As I mentioned in my last sentence, that question is answered here: stackoverflow.com/questions/50355913/…
6

Yes this is possible.

With Hibernate 4.3.x+ you can define an AttributeConverter although I am pretty sure this will not work for early Hibernate versions because of the List type. See this for an example: http://www.thoughts-on-java.org/jpa-21-how-to-implement-type-converter/

The other way to make this work is by implementing a custom UserType and annotating the field/getter with org.hibernate.annotations.Type. Here is a nice write up of this with examples: http://blog.xebia.com/understanding-and-writing-hibernate-user-types/

Yet another way which is JPA compatible is to have two fields, the List annotated with javax.persistence.Transient and the String but then you have manage the state synchronization between these two field in PrePersist and PreUpdate listeners yourself. Here an example for using listeners: http://alexandregama.org/2014/03/23/entity-listeners-and-callback-methods-jpa/

Comments

3

Try to use @ElementCollection and @CollectionTable annotations

4 Comments

you save my day
That is not what the question asks for, though.
Indeed. This creates another table. Not true
Please do not use this. Create your own table instead before using that and a specific entity and manage it with awareness!
1

If you expect a comma in your String, split()/join() won't be enough.

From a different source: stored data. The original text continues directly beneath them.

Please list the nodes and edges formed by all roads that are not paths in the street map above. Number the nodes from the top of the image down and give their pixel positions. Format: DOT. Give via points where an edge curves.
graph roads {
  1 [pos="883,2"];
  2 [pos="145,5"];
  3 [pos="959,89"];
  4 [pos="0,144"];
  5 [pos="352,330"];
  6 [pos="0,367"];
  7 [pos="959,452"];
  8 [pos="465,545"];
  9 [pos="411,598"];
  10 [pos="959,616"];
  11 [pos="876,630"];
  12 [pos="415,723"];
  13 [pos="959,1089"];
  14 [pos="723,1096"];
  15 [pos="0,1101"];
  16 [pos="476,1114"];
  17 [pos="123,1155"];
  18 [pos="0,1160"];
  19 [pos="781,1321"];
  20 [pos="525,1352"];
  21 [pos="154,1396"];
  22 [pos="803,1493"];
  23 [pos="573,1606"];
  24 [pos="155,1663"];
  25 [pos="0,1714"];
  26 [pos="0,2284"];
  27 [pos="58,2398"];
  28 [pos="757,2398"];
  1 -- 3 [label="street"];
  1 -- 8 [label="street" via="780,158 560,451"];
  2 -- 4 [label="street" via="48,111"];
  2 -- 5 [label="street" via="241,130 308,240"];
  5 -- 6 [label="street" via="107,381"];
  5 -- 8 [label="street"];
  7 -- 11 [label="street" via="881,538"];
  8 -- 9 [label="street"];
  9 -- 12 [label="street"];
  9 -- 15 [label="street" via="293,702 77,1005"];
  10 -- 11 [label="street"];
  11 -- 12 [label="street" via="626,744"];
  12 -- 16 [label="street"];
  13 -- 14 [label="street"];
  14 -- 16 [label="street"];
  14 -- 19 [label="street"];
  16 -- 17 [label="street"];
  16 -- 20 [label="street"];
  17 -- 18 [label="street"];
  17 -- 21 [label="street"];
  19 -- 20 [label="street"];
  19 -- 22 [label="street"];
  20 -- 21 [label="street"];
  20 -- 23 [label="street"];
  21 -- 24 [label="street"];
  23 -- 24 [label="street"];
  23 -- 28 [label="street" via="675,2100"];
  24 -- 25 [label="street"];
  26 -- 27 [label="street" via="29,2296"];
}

For those searching a better/different solution, here it is - made by serialize to JSON and deserialize from JSON. The downside is more characters used in the database, but it works for the most of text you can have.

package ...;

import java.io.Serializable;
import javax.persistence.AttributeConverter;
import com.fasterxml.jackson.core.JsonProcessingException;
import com.fasterxml.jackson.databind.ObjectMapper;

public class StringArrayConverter
        implements AttributeConverter<String[], String>, Serializable {

    private static final long serialVersionUID = -2744576922911393664L;

    @Override
    public String convertToDatabaseColumn(final String[] attribute) {
        try {
            return new ObjectMapper().writeValueAsString(attribute);
        }
        catch (@SuppressWarnings("unused") final JsonProcessingException e) {
            // ignore
        }
        return null;
    }

    @Override
    public String[] convertToEntityAttribute(final String dbData) {
        try {
            return new ObjectMapper().readValue(dbData, String[].class);
        }
        catch (@SuppressWarnings("unused") final JsonProcessingException e) {
            // ignore
        }
        return null;
    }

}

The example of usage:

package ...;

import ....StringArrayConverter;

import javax.persistence.Convert;
import javax.persistence.Entity;
import javax.persistence.EnumType;
import javax.persistence.Enumerated;
import javax.persistence.GeneratedValue;
import javax.persistence.GenerationType;
import javax.persistence.Id;
import javax.validation.constraints.NotNull;
import com.fasterxml.jackson.annotation.JsonView;
import lombok.Getter;
import lombok.NoArgsConstructor;
import lombok.Setter;

@Entity
@Getter @Setter @NoArgsConstructor
public class PersonWithCars {

    @Id @NotNull @GeneratedValue(strategy = GenerationType.SEQUENCE)
    private Integer id;
    
    private String name;

    @Convert(converter = StringArrayConverter.class)
    private String[] cars = new String[0];

}

1 Comment

problem with converter is the possibility to use JPA repositories...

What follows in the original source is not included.